- _WORK ITEM_:
Among the entries, find the lines with the string "graph" and copy them.

- _PROVIDED DATA_:
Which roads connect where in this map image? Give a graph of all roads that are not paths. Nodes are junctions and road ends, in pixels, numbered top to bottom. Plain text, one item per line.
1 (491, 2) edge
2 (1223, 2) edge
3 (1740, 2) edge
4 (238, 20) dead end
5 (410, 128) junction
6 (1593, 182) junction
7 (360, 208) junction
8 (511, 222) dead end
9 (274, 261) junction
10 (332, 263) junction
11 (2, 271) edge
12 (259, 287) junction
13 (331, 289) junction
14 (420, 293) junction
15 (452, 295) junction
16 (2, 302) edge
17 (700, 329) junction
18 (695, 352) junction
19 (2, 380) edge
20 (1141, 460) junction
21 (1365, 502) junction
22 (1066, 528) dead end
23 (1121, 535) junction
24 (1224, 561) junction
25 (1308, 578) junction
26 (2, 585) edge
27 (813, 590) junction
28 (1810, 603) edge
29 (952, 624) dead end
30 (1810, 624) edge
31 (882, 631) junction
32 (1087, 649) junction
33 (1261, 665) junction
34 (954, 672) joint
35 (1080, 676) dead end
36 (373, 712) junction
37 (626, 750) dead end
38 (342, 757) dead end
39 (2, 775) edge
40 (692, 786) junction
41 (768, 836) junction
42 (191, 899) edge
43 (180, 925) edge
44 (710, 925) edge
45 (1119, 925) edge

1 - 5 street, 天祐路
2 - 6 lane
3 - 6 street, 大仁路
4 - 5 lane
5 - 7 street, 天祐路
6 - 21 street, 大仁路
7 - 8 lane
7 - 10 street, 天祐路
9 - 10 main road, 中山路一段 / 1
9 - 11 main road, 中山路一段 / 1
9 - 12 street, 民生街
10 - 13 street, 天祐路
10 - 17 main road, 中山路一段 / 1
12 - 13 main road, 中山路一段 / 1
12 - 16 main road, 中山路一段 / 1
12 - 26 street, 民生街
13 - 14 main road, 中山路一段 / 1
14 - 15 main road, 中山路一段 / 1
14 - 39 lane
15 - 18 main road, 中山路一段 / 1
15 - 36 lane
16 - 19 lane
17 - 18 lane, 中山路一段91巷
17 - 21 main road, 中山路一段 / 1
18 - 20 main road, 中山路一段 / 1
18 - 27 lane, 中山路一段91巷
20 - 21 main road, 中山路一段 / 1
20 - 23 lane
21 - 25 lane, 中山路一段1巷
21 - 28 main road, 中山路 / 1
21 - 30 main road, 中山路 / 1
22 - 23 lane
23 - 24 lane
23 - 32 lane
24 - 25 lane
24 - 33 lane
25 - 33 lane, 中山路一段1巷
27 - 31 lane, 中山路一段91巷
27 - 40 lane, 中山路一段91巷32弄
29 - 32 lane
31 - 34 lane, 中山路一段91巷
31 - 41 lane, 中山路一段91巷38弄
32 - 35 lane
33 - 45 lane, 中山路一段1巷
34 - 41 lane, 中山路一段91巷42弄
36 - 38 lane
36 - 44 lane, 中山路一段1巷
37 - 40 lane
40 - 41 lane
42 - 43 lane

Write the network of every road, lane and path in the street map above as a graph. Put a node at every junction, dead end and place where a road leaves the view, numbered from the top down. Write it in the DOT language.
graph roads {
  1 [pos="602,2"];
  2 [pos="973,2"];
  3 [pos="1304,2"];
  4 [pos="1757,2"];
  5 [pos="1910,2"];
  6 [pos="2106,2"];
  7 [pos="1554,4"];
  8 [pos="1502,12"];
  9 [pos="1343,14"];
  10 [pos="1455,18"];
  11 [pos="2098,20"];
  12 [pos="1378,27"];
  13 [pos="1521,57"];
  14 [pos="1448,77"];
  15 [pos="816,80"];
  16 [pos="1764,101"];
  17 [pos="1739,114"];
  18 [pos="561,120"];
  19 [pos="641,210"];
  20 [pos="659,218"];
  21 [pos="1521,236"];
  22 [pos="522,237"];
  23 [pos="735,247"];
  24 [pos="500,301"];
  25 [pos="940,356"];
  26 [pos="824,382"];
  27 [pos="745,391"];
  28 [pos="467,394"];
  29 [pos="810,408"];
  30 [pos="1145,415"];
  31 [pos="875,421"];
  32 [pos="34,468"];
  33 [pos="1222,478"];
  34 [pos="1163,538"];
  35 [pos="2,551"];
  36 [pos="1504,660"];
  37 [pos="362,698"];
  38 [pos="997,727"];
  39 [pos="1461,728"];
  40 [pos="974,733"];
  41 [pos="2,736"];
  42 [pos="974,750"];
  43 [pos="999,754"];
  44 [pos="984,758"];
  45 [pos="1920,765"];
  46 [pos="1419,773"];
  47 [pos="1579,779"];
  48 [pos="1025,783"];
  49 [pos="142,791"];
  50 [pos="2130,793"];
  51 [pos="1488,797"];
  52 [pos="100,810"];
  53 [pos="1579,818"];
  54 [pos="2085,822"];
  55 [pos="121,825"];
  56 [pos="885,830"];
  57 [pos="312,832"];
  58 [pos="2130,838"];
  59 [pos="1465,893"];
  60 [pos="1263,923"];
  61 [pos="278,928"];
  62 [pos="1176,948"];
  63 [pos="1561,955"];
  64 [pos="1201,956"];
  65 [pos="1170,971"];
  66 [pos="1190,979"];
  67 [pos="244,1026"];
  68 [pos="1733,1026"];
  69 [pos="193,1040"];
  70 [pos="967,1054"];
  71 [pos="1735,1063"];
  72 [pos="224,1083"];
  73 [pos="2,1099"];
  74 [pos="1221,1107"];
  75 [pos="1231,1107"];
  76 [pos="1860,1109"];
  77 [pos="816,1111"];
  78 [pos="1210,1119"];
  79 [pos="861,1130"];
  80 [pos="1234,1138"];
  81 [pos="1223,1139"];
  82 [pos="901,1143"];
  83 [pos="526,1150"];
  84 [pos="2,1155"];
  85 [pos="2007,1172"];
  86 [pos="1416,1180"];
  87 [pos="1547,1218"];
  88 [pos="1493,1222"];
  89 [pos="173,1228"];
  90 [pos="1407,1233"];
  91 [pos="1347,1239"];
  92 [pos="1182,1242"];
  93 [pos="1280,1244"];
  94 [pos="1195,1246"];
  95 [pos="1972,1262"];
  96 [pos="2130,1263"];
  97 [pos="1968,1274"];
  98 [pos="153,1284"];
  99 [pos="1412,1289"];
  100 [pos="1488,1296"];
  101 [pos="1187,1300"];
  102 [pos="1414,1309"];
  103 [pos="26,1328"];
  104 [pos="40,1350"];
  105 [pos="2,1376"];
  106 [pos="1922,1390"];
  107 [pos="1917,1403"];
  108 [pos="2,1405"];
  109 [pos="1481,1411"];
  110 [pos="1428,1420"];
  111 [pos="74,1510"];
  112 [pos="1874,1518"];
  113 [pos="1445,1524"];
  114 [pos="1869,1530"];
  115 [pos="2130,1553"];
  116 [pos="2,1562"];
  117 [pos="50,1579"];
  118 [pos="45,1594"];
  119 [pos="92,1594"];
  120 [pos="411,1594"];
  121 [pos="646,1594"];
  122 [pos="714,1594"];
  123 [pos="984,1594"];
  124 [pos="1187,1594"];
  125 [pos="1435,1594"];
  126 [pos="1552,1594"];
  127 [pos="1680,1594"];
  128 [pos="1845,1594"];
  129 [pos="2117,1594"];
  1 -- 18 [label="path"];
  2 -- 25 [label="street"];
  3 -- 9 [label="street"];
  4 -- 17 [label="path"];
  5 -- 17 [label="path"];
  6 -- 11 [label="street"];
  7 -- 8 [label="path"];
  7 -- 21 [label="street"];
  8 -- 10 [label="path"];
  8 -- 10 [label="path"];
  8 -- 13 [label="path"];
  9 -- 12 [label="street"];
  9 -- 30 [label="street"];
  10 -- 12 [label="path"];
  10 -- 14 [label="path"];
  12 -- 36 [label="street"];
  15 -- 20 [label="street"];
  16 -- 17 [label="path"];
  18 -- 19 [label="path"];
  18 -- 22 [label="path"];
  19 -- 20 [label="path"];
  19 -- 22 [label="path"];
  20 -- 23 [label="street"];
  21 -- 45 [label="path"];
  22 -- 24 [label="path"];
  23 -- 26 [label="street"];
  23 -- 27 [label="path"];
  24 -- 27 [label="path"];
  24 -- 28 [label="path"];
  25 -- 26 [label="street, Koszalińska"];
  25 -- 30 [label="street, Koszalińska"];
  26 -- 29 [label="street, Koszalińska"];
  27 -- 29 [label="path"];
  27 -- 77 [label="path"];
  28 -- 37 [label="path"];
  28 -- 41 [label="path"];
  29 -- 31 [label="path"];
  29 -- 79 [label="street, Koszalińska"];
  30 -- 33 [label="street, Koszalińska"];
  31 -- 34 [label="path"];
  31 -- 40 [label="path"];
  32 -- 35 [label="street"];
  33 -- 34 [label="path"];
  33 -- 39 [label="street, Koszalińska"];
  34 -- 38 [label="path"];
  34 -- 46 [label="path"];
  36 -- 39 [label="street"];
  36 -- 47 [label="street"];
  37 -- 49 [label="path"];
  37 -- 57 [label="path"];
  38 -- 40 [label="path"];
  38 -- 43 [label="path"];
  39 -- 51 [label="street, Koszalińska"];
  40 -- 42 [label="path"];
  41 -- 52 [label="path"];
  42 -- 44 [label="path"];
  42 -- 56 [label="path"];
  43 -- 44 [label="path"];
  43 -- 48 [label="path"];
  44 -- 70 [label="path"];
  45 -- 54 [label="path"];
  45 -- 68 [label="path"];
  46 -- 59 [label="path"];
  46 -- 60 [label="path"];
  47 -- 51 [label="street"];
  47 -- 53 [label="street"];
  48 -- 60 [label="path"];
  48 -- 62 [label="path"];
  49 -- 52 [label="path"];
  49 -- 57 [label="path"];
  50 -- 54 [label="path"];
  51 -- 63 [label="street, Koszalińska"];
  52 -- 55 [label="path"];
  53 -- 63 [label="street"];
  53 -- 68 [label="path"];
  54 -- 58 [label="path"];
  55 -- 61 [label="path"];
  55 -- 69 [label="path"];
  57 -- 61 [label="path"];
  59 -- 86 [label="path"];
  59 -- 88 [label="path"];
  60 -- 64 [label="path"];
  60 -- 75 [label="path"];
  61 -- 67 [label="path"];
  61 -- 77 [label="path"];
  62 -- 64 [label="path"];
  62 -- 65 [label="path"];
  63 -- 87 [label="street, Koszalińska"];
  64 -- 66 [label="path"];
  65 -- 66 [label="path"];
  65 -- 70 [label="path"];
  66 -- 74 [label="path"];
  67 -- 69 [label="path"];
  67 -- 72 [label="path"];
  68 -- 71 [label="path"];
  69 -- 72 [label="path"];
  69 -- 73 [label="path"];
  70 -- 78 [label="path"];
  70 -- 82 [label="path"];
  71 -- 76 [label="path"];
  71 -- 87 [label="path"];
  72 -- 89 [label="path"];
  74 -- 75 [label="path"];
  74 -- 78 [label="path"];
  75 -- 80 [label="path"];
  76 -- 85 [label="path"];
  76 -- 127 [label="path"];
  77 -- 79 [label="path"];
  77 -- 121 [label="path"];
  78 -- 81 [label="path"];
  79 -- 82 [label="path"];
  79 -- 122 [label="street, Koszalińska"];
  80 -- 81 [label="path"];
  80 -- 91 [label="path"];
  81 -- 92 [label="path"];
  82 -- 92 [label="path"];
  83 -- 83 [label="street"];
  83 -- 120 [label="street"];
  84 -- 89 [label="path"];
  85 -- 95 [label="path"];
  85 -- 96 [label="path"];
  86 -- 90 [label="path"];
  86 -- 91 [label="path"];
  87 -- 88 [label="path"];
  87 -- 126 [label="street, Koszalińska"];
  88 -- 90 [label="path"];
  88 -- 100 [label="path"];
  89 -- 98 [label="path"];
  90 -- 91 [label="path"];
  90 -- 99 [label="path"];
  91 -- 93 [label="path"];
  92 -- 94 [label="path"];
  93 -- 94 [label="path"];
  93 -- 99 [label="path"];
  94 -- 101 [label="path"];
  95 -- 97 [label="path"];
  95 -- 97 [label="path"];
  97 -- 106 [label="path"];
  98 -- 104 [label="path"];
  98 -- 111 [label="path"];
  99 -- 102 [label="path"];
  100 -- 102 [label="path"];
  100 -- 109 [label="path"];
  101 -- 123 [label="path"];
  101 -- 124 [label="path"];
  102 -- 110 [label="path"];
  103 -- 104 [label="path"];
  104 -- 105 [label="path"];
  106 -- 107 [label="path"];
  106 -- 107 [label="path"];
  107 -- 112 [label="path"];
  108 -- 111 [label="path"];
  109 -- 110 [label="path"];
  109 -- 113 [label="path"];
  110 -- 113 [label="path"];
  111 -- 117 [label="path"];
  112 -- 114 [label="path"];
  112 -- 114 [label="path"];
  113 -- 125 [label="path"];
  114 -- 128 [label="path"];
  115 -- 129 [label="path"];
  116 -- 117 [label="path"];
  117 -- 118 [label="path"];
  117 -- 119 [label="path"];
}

- _REPLY_:
Which roads connect where in this map image? Give a graph of all roads that are not paths. Nodes are junctions and road ends, in pixels, numbered top to bottom. Plain text, one item per line.
Write the network of every road, lane and path in the street map above as a graph. Put a node at every junction, dead end and place where a road leaves the view, numbered from the top down. Write it in the DOT language.
graph roads {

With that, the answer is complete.